All the critics of strikes-in-practice profess to believe in the abstract right to strike. Thus the Daily Mail—“Every man has the right to withhold his labour —and we stand by that"; and, “The strike weapon is a legitimate part of our industrial machinery.”

We wonder however when the Daily Mail ever supported men on strike!

Mr. Francis Williams (News Chronicle, 22/2/51) put the usual case of the Labour Party that “in these days ” (as if they were any different from what capitalism has always been) strikes are obsolete because “everyone concerned knows that it is in fact only through negotiation that a settlement capable of advancing die interests both of the community and individual workers can be secured."

Mr. Williams was particularly incensed with Mr. Figgins, general secretary of the National Union of Railwaymen, on account of his refusal to appeal to railwaymen not to strike during the negotiations. Mr. Figgins, warned by the intense discontent of the members of his union, took the line that “negotiations and strikes could take place at the same time," and he pointed out that “in 1911 we held an unofficial strike and there were negotiations very quickly."

On this issue Mr. Figgins is obviously right and the critics of strikes are wrong. Arbitration and negotiation have no meaning apart from the pressure the workers can exercise by being willing to strike. And the pretence that the strikes under Labour government play no part in securing wage increases is mere hypocrisy, as there is plenty of evidence to show. After long refusals and discussions many railwaymen struck and then the Railway Executive came out on 20 February with its willingness to offer £9,250,000 wage increases instead of £7,000,000. Later they increased it to £12,000,000.

Can anyone doubt that the unofficial strikes of miners helped to induce the Coal Board to agree to further wage increases in January, 1951, only three months after the increases granted in October last year?

The Irish Bank Clerks who held up the banks for a month can certainly claim that it brought results.

Then there is the interesting case of the electricians on the Festival of Britain site who struck for an additional 2d an hour and got it. After the strike had been going oh for weeks the Minister of Labour appointed a Committee of Inquiry. They met on Saturday, 10 February, and reported immediately in favour of the increase. The employers’ association opposed it, refused to accept the Committee’s findings, and complained that they would pay it only “under severe protest" and that it had been granted under pressure from the government. The explanation doubtless is that the government were very much concerned about the possibility of the Festival buildings not being ready in time for the official opening date.

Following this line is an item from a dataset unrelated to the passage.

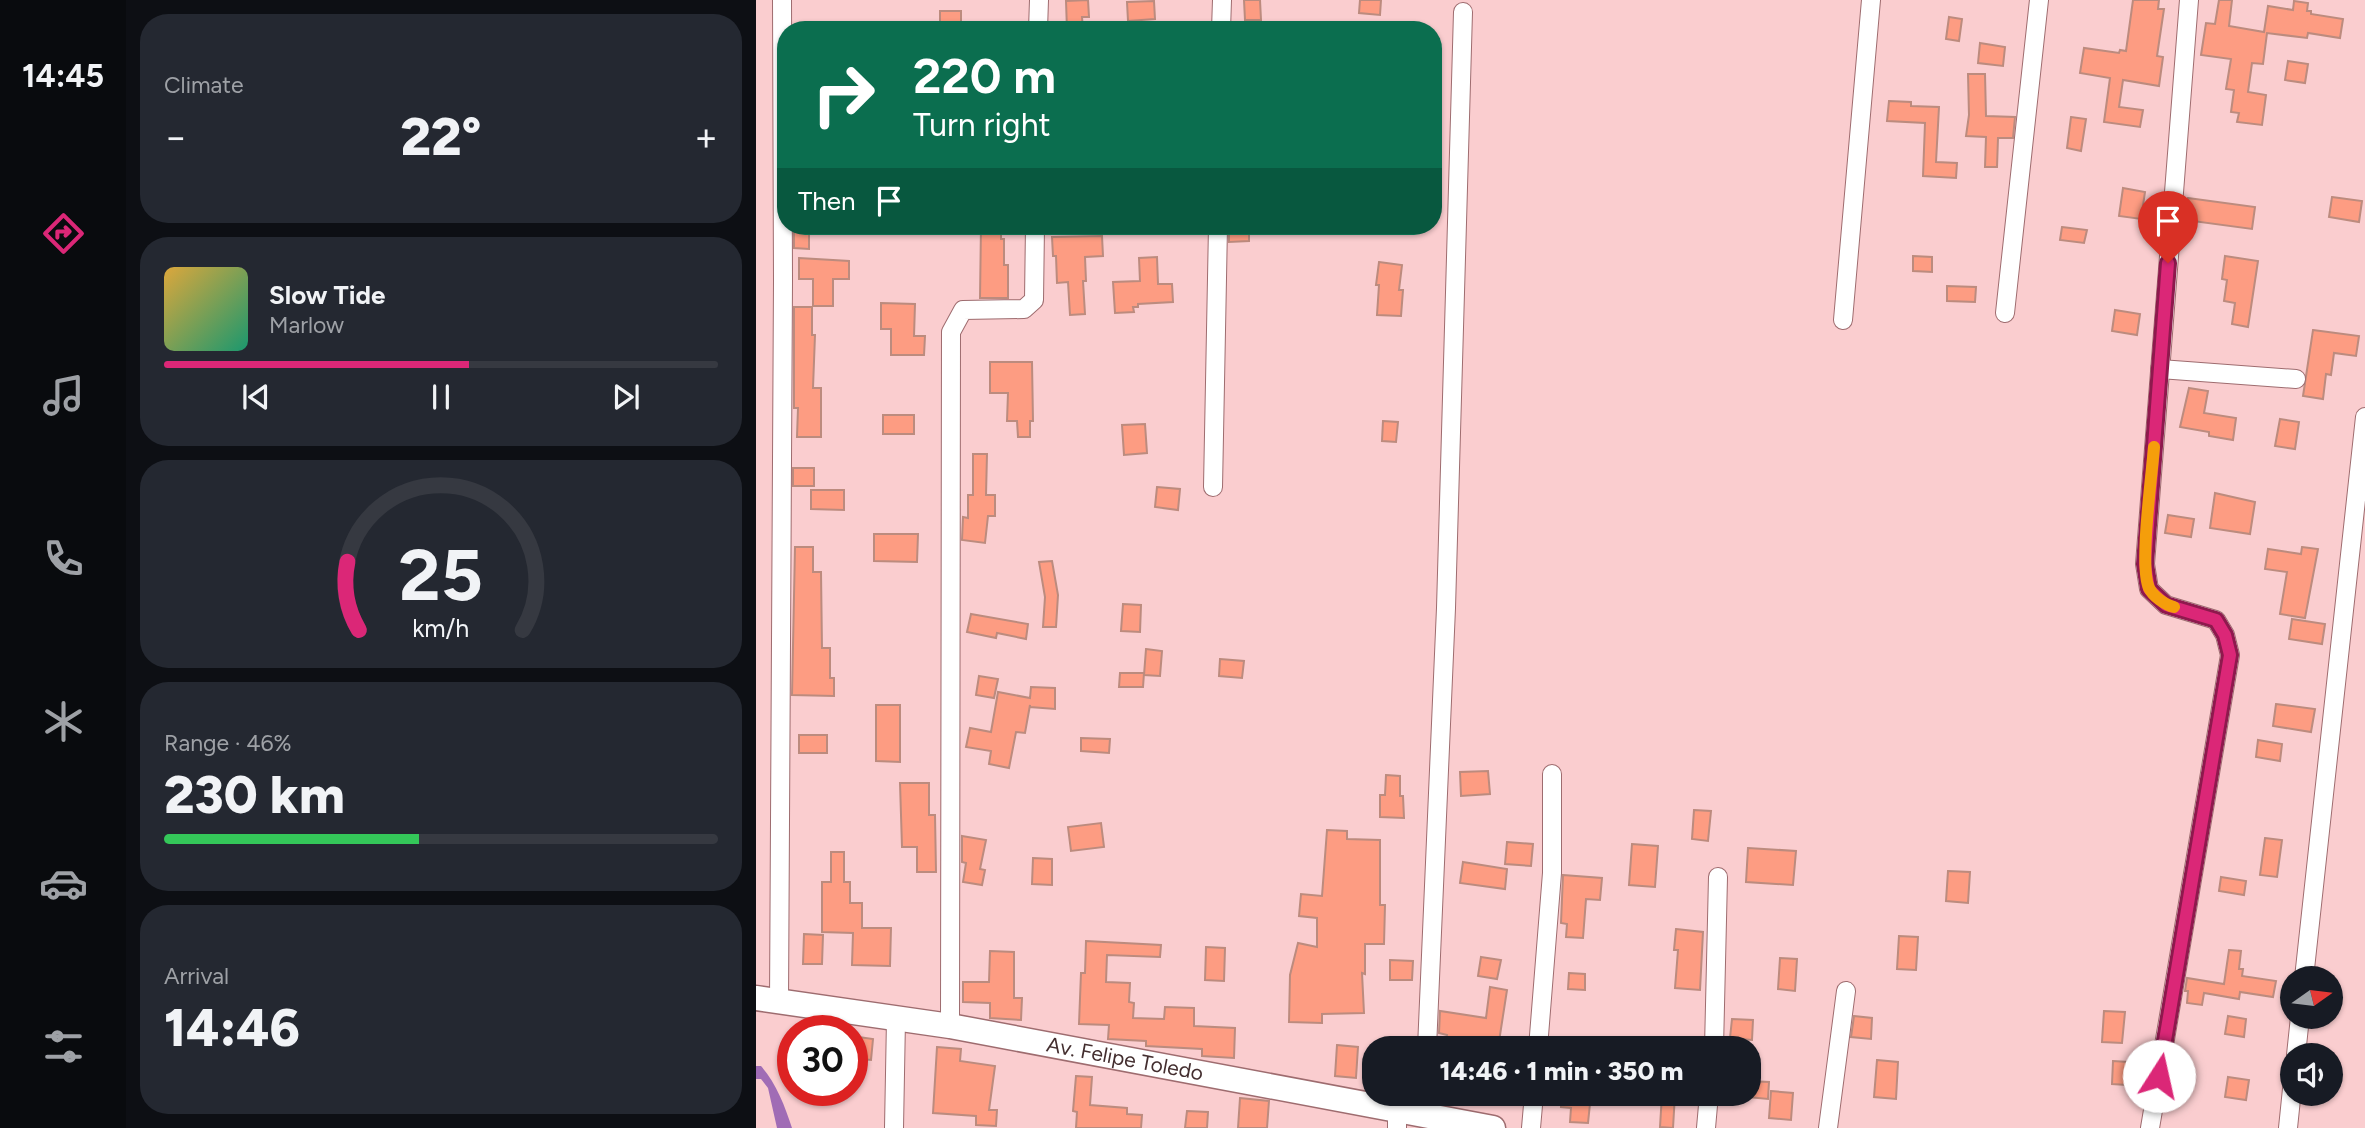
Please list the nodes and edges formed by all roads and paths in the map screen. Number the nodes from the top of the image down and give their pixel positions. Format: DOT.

The secretary of the employers’ National Federated Electrical Association, is reported in the Daily Telegraph (14/2/51) as saying that the increase would be paid in view of “the extreme pressure which has been exerted through the Ministry of Labour and in other directions”
“... as the government has decided that it be paid, there is nothing else for us to do but to pay it.” 
When Labour leaders say that strikes are not necessary under Labour Government and Nationalisation, and when capitalist newspapers plead for “justice” instead of “force” they are crying for the moon. Capitalism has not changed and class struggle is inherent in it. Capitalists oppose wage demands to defend their profits and the Boards of Nationalised industries are doing the same though not quite so obviously. The government by law lays on the Boards the obligation of making enough profit to pay the interest on the compensation stocks held by the former owners. If the members of the Boards fail to do their job they will get the sack, to be replaced by more ruthless directors.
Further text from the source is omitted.